My Sober October 2020

So it’s the year that didn’t happen. A year of cancellations. A year of staying in and for me this meant alone in my flat, which could be a recipe for disaster. I felt my alcohol intake was creeping back up. So I decided to do Sober October.

I can’t drink much, I’ve experienced periods of really difficult mental health and alcohol tends to make this worse. When drinking I don’t sleep well, I tend to overeat and feel low. There was a time where it was a real crutch for me, it was a coping mechanism but one which led me further down a downward spiral.

I had history when it came to abstaining, I gave up alcohol for 6 months a few years ago, and have completed numerous Dry Januarys and always feel so much better. Having an alcohol-free month this October has given my mind and body a chance to replenish. I’ve been more self-caring, I’ve practised yoga in the morning with my light box on and I’m just about managing the elusive morning routine. I’ve also had more energy in the evenings to do things instead of slumping on the sofa, OKAY I’ve still sometimes slumped on the sofa!! My thinking has been clearer and my mood steadier. It’s been good for me, I’m not going to rush back to alcohol.

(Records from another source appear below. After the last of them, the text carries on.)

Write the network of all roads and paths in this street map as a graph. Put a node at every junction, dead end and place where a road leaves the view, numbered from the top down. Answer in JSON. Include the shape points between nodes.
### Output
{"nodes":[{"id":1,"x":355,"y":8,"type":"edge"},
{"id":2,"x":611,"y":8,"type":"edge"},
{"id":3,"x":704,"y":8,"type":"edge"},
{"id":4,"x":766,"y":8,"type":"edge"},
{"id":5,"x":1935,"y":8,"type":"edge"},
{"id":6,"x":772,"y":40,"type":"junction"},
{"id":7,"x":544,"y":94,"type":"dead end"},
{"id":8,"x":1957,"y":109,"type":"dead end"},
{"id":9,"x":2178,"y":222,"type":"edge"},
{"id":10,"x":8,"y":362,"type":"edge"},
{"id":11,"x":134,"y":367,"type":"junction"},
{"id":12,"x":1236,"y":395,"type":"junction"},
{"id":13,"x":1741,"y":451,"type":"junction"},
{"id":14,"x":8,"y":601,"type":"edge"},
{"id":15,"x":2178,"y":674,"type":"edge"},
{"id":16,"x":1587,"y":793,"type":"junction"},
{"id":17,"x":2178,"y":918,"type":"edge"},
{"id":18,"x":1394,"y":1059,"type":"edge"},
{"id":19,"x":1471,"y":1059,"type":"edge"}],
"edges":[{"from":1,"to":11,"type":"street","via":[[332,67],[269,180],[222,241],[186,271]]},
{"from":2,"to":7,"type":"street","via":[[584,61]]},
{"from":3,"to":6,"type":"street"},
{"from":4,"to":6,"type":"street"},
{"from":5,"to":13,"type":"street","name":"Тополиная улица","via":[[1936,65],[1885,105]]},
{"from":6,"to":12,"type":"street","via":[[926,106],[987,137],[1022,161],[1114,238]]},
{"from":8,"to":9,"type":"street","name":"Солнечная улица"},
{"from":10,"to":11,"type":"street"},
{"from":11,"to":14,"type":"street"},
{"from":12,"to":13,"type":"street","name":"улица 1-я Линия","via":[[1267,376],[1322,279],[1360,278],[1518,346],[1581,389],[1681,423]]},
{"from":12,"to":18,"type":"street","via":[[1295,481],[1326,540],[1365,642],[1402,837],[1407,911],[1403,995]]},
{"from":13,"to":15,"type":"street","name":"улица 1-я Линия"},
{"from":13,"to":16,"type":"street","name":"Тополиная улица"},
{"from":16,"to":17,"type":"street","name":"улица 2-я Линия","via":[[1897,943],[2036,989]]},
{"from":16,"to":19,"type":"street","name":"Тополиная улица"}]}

Image by B Ban from Pixabay

There are loads of Sober Facebook groups out there, I joined one the first time around and it helped. It was great as people were so committed to being alcohol free, for some people it was and is a necessity.

I would recommend the following book if you are interested in reducing/giving up alcohol, This Naked Mind, Control Alcohol by Annie Grace. In it she talks about the power of the subconscious; how we take messages in from society which bypass our thinking brain, such messages include the regular occurring Facebook meme ‘Wine O’clock.’ Drinking is seen as fun and normal – it’s WHAT YOU DO ! In fact it’s the only drug that people/society will openly pressure you to take!

I’d love to hear any stories about alcohol and mental health if you would like to share..

Thanks for reading, Tori. x

Disclaimer, it can be dangerous to give up alcohol if you have a physical dependency without medical supervision. Also it can be really tricky if you are struggling without much support. If you feel you need more support with alcohol contact your GP or Forward Leeds.